▶ [Prompt]: Which lines of the listing below contain the word "Utara"? Return them.

▶ [Record excerpts]:
◆ ◆ ◆ ◆ ◆ ◆ ◆
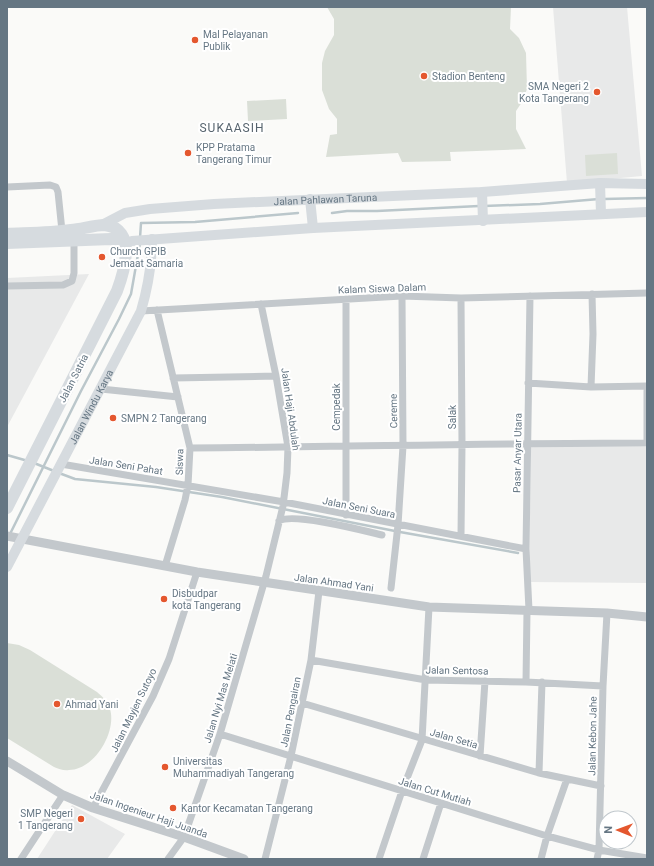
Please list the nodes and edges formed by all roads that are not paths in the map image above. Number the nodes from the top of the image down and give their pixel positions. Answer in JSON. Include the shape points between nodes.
{"nodes":[{"id":1,"x":647,"y":184,"type":"edge"},
{"id":2,"x":600,"y":186,"type":"junction"},
{"id":3,"x":7,"y":187,"type":"edge"},
{"id":4,"x":482,"y":195,"type":"junction"},
{"id":5,"x":310,"y":199,"type":"junction"},
{"id":6,"x":601,"y":212,"type":"junction"},
{"id":7,"x":647,"y":212,"type":"edge"},
{"id":8,"x":483,"y":218,"type":"junction"},
{"id":9,"x":102,"y":225,"type":"junction"},
{"id":10,"x":313,"y":228,"type":"junction"},
{"id":11,"x":62,"y":231,"type":"junction"},
{"id":12,"x":7,"y":234,"type":"edge"},
{"id":13,"x":149,"y":239,"type":"junction"},
{"id":14,"x":74,"y":241,"type":"junction"},
{"id":15,"x":128,"y":242,"type":"junction"},
{"id":16,"x":7,"y":243,"type":"edge"},
{"id":17,"x":7,"y":286,"type":"edge"},
{"id":18,"x":647,"y":293,"type":"edge"},
{"id":19,"x":592,"y":294,"type":"junction"},
{"id":20,"x":402,"y":296,"type":"junction"},
{"id":21,"x":530,"y":296,"type":"junction"},
{"id":22,"x":461,"y":298,"type":"junction"},
{"id":23,"x":346,"y":299,"type":"junction"},
{"id":24,"x":261,"y":304,"type":"junction"},
{"id":25,"x":157,"y":310,"type":"junction"},
{"id":26,"x":141,"y":311,"type":"junction"},
{"id":27,"x":276,"y":376,"type":"junction"},
{"id":28,"x":173,"y":378,"type":"junction"},
{"id":29,"x":528,"y":383,"type":"junction"},
{"id":30,"x":591,"y":386,"type":"junction"},
{"id":31,"x":647,"y":386,"type":"edge"},
{"id":32,"x":101,"y":389,"type":"junction"},
{"id":33,"x":647,"y":391,"type":"edge"},
{"id":34,"x":178,"y":397,"type":"junction"},
{"id":35,"x":527,"y":443,"type":"junction"},
{"id":36,"x":647,"y":443,"type":"edge"},
{"id":37,"x":462,"y":445,"type":"junction"},
{"id":38,"x":346,"y":446,"type":"junction"},
{"id":39,"x":403,"y":446,"type":"junction"},
{"id":40,"x":288,"y":447,"type":"junction"},
{"id":41,"x":190,"y":448,"type":"junction"},
{"id":42,"x":60,"y":465,"type":"junction"},
{"id":43,"x":188,"y":487,"type":"junction"},
{"id":44,"x":284,"y":504,"type":"junction"},
{"id":45,"x":7,"y":508,"type":"edge"},
{"id":46,"x":346,"y":515,"type":"junction"},
{"id":47,"x":280,"y":519,"type":"junction"},
{"id":48,"x":398,"y":529,"type":"junction"},
{"id":49,"x":382,"y":535,"type":"dead end"},
{"id":50,"x":7,"y":536,"type":"edge"},
{"id":51,"x":460,"y":536,"type":"junction"},
{"id":52,"x":19,"y":539,"type":"junction"},
{"id":53,"x":526,"y":549,"type":"junction"},
{"id":54,"x":165,"y":566,"type":"junction"},
{"id":55,"x":7,"y":567,"type":"edge"},
{"id":56,"x":197,"y":572,"type":"junction"},
{"id":57,"x":264,"y":583,"type":"junction"},
{"id":58,"x":391,"y":588,"type":"dead end"},
{"id":59,"x":319,"y":591,"type":"junction"},
{"id":60,"x":429,"y":607,"type":"junction"},
{"id":61,"x":528,"y":610,"type":"junction"},
{"id":62,"x":606,"y":613,"type":"junction"},
{"id":63,"x":647,"y":617,"type":"edge"},
{"id":64,"x":311,"y":660,"type":"junction"},
{"id":65,"x":426,"y":680,"type":"junction"},
{"id":66,"x":485,"y":681,"type":"junction"},
{"id":67,"x":526,"y":682,"type":"junction"},
{"id":68,"x":542,"y":682,"type":"junction"},
{"id":69,"x":603,"y":686,"type":"junction"},
{"id":70,"x":302,"y":703,"type":"junction"},
{"id":71,"x":220,"y":734,"type":"junction"},
{"id":72,"x":422,"y":740,"type":"junction"},
{"id":73,"x":291,"y":756,"type":"junction"},
{"id":74,"x":480,"y":756,"type":"junction"},
{"id":75,"x":7,"y":761,"type":"edge"},
{"id":76,"x":539,"y":773,"type":"junction"},
{"id":77,"x":567,"y":779,"type":"junction"},
{"id":78,"x":601,"y":786,"type":"junction"},
{"id":79,"x":402,"y":791,"type":"junction"},
{"id":80,"x":63,"y":795,"type":"junction"},
{"id":81,"x":441,"y":803,"type":"junction"},
{"id":82,"x":93,"y":808,"type":"junction"},
{"id":83,"x":600,"y":810,"type":"edge"},
{"id":84,"x":547,"y":836,"type":"junction"},
{"id":85,"x":184,"y":837,"type":"junction"},
{"id":86,"x":598,"y":850,"type":"edge"},
{"id":87,"x":599,"y":850,"type":"joint"},
{"id":88,"x":647,"y":858,"type":"edge"},
{"id":89,"x":21,"y":859,"type":"edge"},
{"id":90,"x":168,"y":859,"type":"edge"},
{"id":91,"x":244,"y":859,"type":"edge"},
{"id":92,"x":265,"y":859,"type":"edge"},
{"id":93,"x":379,"y":859,"type":"edge"},
{"id":94,"x":423,"y":859,"type":"edge"},
{"id":95,"x":541,"y":859,"type":"edge"},
{"id":96,"x":597,"y":859,"type":"edge"}],
"edges":[{"from":1,"to":2,"type":"main road","name":"Jalan Pahlawan Taruna"},
{"from":2,"to":4,"type":"main road","name":"Jalan Pahlawan Taruna"},
{"from":2,"to":6,"type":"main road"},
{"from":3,"to":11,"type":"street","via":[[56,187]]},
{"from":4,"to":5,"type":"main road","name":"Jalan Pahlawan Taruna"},
{"from":4,"to":8,"type":"main road"},
{"from":5,"to":9,"type":"main road","name":"Jalan Pahlawan Taruna","via":[[150,209],[125,213]]},
{"from":5,"to":10,"type":"main road"},
{"from":6,"to":7,"type":"main road"},
{"from":6,"to":8,"type":"main road"},
{"from":8,"to":10,"type":"main road"},
{"from":9,"to":11,"type":"highway","name":"Jalan Pahlawan Taruna"},
{"from":9,"to":15,"type":"highway","via":[[120,231]]},
{"from":10,"to":13,"type":"main road"},
{"from":11,"to":12,"type":"highway","name":"Jalan Pahlawan Taruna"},
{"from":13,"to":15,"type":"main road"},
{"from":13,"to":26,"type":"main road","name":"Jalan Windu Karya","via":[[150,274]]},
{"from":14,"to":15,"type":"highway","via":[[115,239]]},
{"from":14,"to":16,"type":"highway"},
{"from":14,"to":17,"type":"street","via":[[72,281],[63,284]]},
{"from":15,"to":45,"type":"highway","name":"Jalan Satria","via":[[117,292]]},
{"from":18,"to":19,"type":"street","name":"Kalam Siswa Dalam"},
{"from":19,"to":21,"type":"street","name":"Kalam Siswa Dalam"},
{"from":19,"to":30,"type":"street"},
{"from":20,"to":22,"type":"street","name":"Kalam Siswa Dalam"},
{"from":20,"to":23,"type":"street","name":"Kalam Siswa Dalam"},
{"from":20,"to":39,"type":"street","name":"Cereme"},
{"from":21,"to":22,"type":"street","name":"Kalam Siswa Dalam"},
{"from":21,"to":29,"type":"street","name":"Pasar Anyar Utara"},
{"from":22,"to":37,"type":"street","name":"Salak"},
{"from":23,"to":24,"type":"street","name":"Kalam Siswa Dalam"},
{"from":23,"to":38,"type":"street","name":"Cempedak"},
{"from":24,"to":25,"type":"street","name":"Kalam Siswa Dalam"},
{"from":24,"to":27,"type":"street","name":"Jalan Haji Abdulah"},
{"from":25,"to":26,"type":"street","name":"Kalam Siswa Dalam"},
{"from":25,"to":28,"type":"street","name":"Siswa"},
{"from":26,"to":32,"type":"main road","name":"Jalan Windu Karya"},
{"from":27,"to":28,"type":"street"},
{"from":27,"to":40,"type":"street","name":"Jalan Haji Abdulah"},
{"from":28,"to":34,"type":"street","name":"Siswa"},
{"from":29,"to":30,"type":"street"},
{"from":29,"to":35,"type":"street","name":"Pasar Anyar Utara"},
{"from":30,"to":31,"type":"street"},
{"from":32,"to":34,"type":"street"},
{"from":32,"to":42,"type":"main road","name":"Jalan Windu Karya"},
{"from":33,"to":36,"type":"street"},
{"from":34,"to":41,"type":"street","name":"Siswa"},
{"from":35,"to":36,"type":"street"},
{"from":35,"to":37,"type":"street"},
{"from":35,"to":53,"type":"street","name":"Pasar Anyar Utara"},
{"from":37,"to":39,"type":"street"},
{"from":37,"to":51,"type":"street","name":"Salak"},
{"from":38,"to":39,"type":"street"},
{"from":38,"to":40,"type":"street"},
{"from":38,"to":46,"type":"street","name":"Cempedak"},
{"from":39,"to":48,"type":"street","name":"Cereme"},
{"from":40,"to":41,"type":"street"},
{"from":40,"to":44,"type":"street","name":"Jalan Haji Abdulah"},
{"from":41,"to":43,"type":"street","name":"Siswa"},
{"from":42,"to":43,"type":"street","name":"Jalan Seni Pahat"},
{"from":42,"to":52,"type":"main road","name":"Jalan Windu Karya"},
{"from":43,"to":44,"type":"street","name":"Jalan Seni Suara"},
{"from":43,"to":54,"type":"street","name":"Siswa"},
{"from":44,"to":46,"type":"street","name":"Jalan Seni Suara"},
{"from":44,"to":47,"type":"street","name":"Jalan Haji Abdulah"},
{"from":46,"to":48,"type":"street","name":"Jalan Seni Suara"},
{"from":47,"to":49,"type":"street","via":[[301,519]]},
{"from":47,"to":57,"type":"street","name":"Jalan Haji Abdulah"},
{"from":48,"to":51,"type":"street","name":"Jalan Seni Suara"},
{"from":48,"to":58,"type":"street","name":"Cereme"},
{"from":50,"to":52,"type":"street","name":"Jalan Ahmad Yani"},
{"from":51,"to":53,"type":"street","name":"Jalan Seni Suara"},
{"from":52,"to":54,"type":"street","name":"Jalan Ahmad Yani"},
{"from":52,"to":55,"type":"main road","name":"Jalan Windu Karya"},
{"from":53,"to":61,"type":"street","name":"Pasar Anyar Utara"},
{"from":54,"to":56,"type":"street","name":"Jalan Ahmad Yani"},
{"from":56,"to":57,"type":"street","name":"Jalan Ahmad Yani"},
{"from":56,"to":82,"type":"street","name":"Jalan Mayjen Sutoyo","via":[[169,659],[153,696]]},
{"from":57,"to":59,"type":"street","name":"Jalan Ahmad Yani"},
{"from":57,"to":71,"type":"street","name":"Jalan Nyi Mas Melati"},
{"from":59,"to":60,"type":"street","name":"Jalan Ahmad Yani"},
{"from":59,"to":64,"type":"street","name":"Jalan Pengairan"},
{"from":60,"to":61,"type":"street","name":"Jalan Ahmad Yani"},
{"from":60,"to":65,"type":"street"},
{"from":61,"to":62,"type":"street","name":"Jalan Ahmad Yani"},
{"from":61,"to":67,"type":"street","name":"Pasar Anyar Utara"},
{"from":62,"to":63,"type":"street","name":"Jalan Ahmad Yani"},
{"from":62,"to":69,"type":"street","name":"Jalan Kebon Jahe"},
{"from":64,"to":65,"type":"street","name":"Jalan Sentosa"},
{"from":64,"to":70,"type":"street","name":"Jalan Pengairan"},
{"from":65,"to":66,"type":"street","name":"Jalan Sentosa"},
{"from":65,"to":72,"type":"street"},
{"from":66,"to":67,"type":"street","name":"Jalan Sentosa"},
{"from":66,"to":74,"type":"street"},
{"from":67,"to":68,"type":"street","name":"Jalan Sentosa"},
{"from":68,"to":69,"type":"street","name":"Jalan Sentosa"},
{"from":68,"to":76,"type":"street"},
{"from":69,"to":78,"type":"street","name":"Jalan Kebon Jahe"},
{"from":70,"to":72,"type":"street","name":"Jalan Setia"},
{"from":70,"to":73,"type":"street","name":"Jalan Pengairan"},
{"from":71,"to":73,"type":"street","name":"Jalan Cut Mutiah"},
{"from":71,"to":85,"type":"street","name":"Jalan Nyi Mas Melati"},
{"from":72,"to":74,"type":"street","name":"Jalan Setia"},
{"from":72,"to":79,"type":"street"},
{"from":73,"to":79,"type":"street","name":"Jalan Cut Mutiah"},
{"from":73,"to":92,"type":"street","name":"Jalan Pengairan"},
{"from":74,"to":76,"type":"street","name":"Jalan Setia"},
{"from":75,"to":80,"type":"street","name":"Jalan Ingenieur Haji Juanda"},
{"from":76,"to":77,"type":"street","name":"Jalan Setia"},
{"from":77,"to":78,"type":"street","name":"Jalan Setia"},
{"from":77,"to":84,"type":"street"},
{"from":78,"to":83,"type":"street","name":"Jalan Kebon Jahe"},
{"from":79,"to":81,"type":"street","name":"Jalan Cut Mutiah"},
{"from":79,"to":93,"type":"street"},
{"from":80,"to":82,"type":"street","name":"Jalan Ingenieur Haji Juanda"},
{"from":80,"to":89,"type":"street"},
{"from":81,"to":84,"type":"street","name":"Jalan Cut Mutiah"},
{"from":81,"to":94,"type":"street"},
{"from":82,"to":85,"type":"street","name":"Jalan Ingenieur Haji Juanda"},
{"from":84,"to":86,"type":"street","name":"Jalan Cut Mutiah"},
{"from":84,"to":95,"type":"street"},
{"from":85,"to":90,"type":"street","name":"Jalan Nyi Mas Melati"},
{"from":85,"to":91,"type":"street","name":"Jalan Ingenieur Haji Juanda"},
{"from":87,"to":88,"type":"street","name":"Jalan Cut Mutiah"},
{"from":87,"to":96,"type":"street","name":"Jalan Kebon Jahe"}]}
◆ ◆ ◆ ◆ ◆ ◆ ◆
▶ [Final answer]:
{"from":21,"to":29,"type":"street","name":"Pasar Anyar Utara"},
{"from":29,"to":35,"type":"street","name":"Pasar Anyar Utara"},
{"from":35,"to":53,"type":"street","name":"Pasar Anyar Utara"},
{"from":53,"to":61,"type":"street","name":"Pasar Anyar Utara"},
{"from":61,"to":67,"type":"street","name":"Pasar Anyar Utara"},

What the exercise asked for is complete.